== WORK TO COMPLETE ==
A single figure is required: the number of lines below in which the word "古宏大街" occurs.

== SOURCE DATA ==
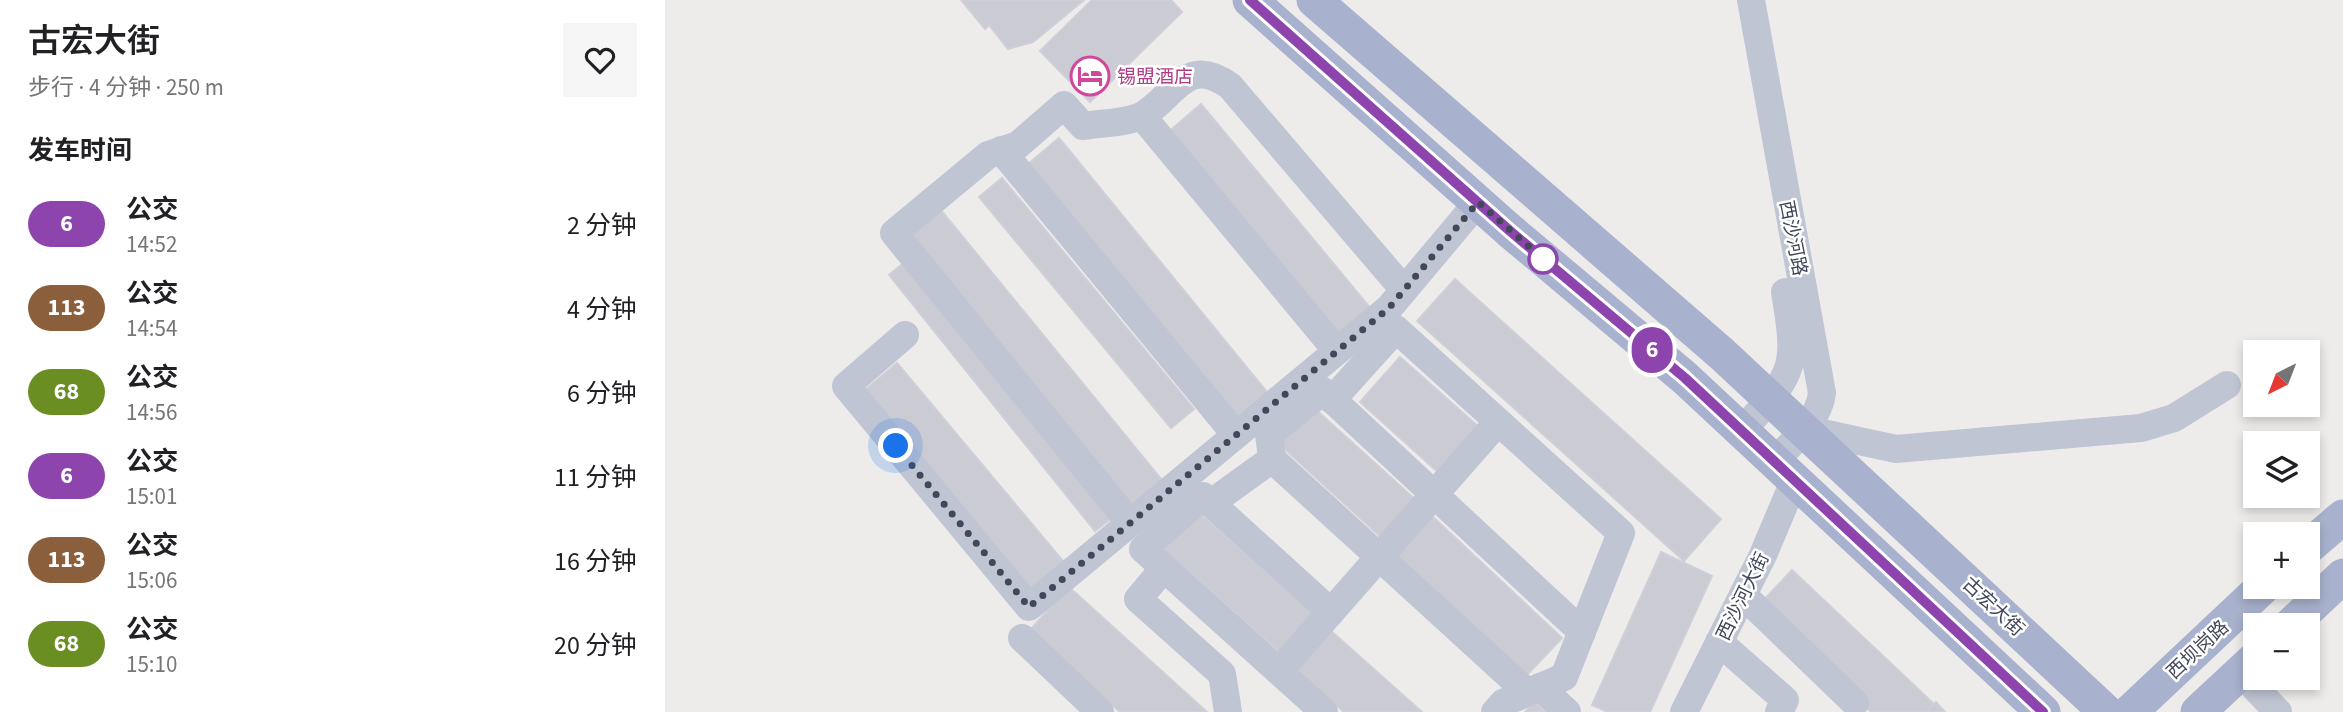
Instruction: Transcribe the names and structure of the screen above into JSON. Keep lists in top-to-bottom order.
{
  "streets": {
    "main road": ["古宏大街", "西坝岗路"],
    "street": ["西沙河路", "西沙河大街"]
  },
  "crossings": [
    ["西沙河路", "西沙河大街"],
    ["西沙河路", "古宏大街"]
  ],
  "places": {
    "hotel": ["锡盟酒店"]
  },
  "lines": ["bus line 6"],
  "north": "bottom left",
  "page": {
    "heading": [
      ["古宏大街", "步行 · 4 分钟 · 250 m"],
      "发车时间"
    ],
    "on_map": "6",
    "list": [
      {
        "mark": "6",
        "name": "公交",
        "note": "14:52",
        "value": "2 分钟"
      },
      {
        "mark": "113",
        "name": "公交",
        "note": "14:54",
        "value": "4 分钟"
      },
      {
        "mark": "68",
        "name": "公交",
        "note": "14:56",
        "value": "6 分钟"
      },
      {
        "mark": "6",
        "name": "公交",
        "note": "15:01",
        "value": "11 分钟"
      },
      {
        "mark": "113",
        "name": "公交",
        "note": "15:06",
        "value": "16 分钟"
      },
      {
        "mark": "68",
        "name": "公交",
        "note": "15:10",
        "value": "20 分钟"
      }
    ],
    "map_buttons": ["+", "−"]
  }
}
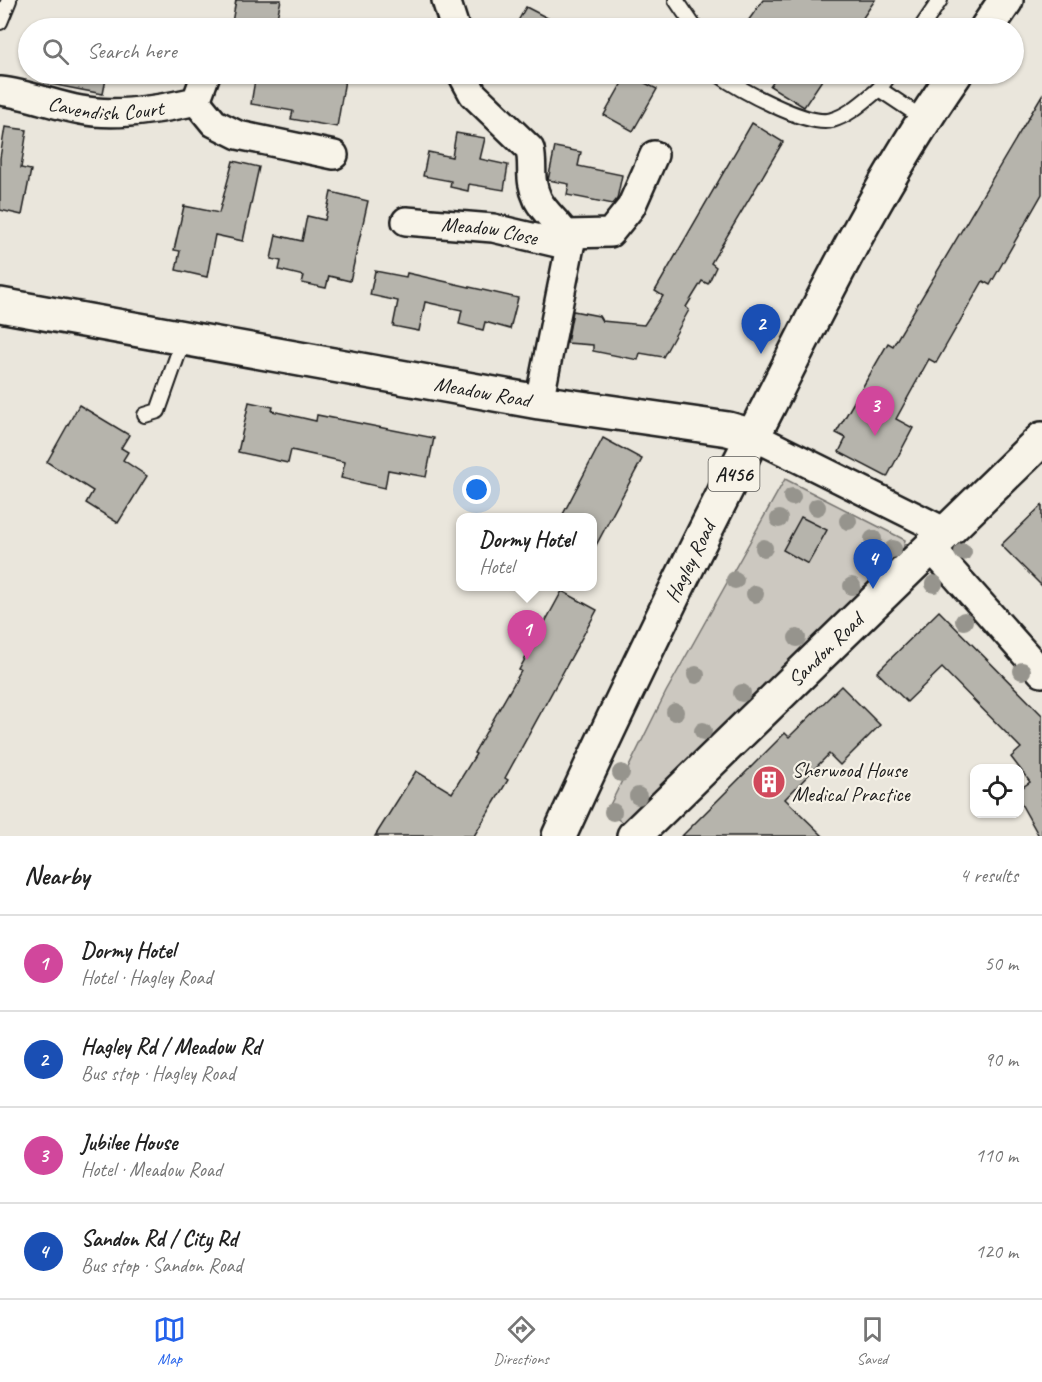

== ANSWER SPACE ==
3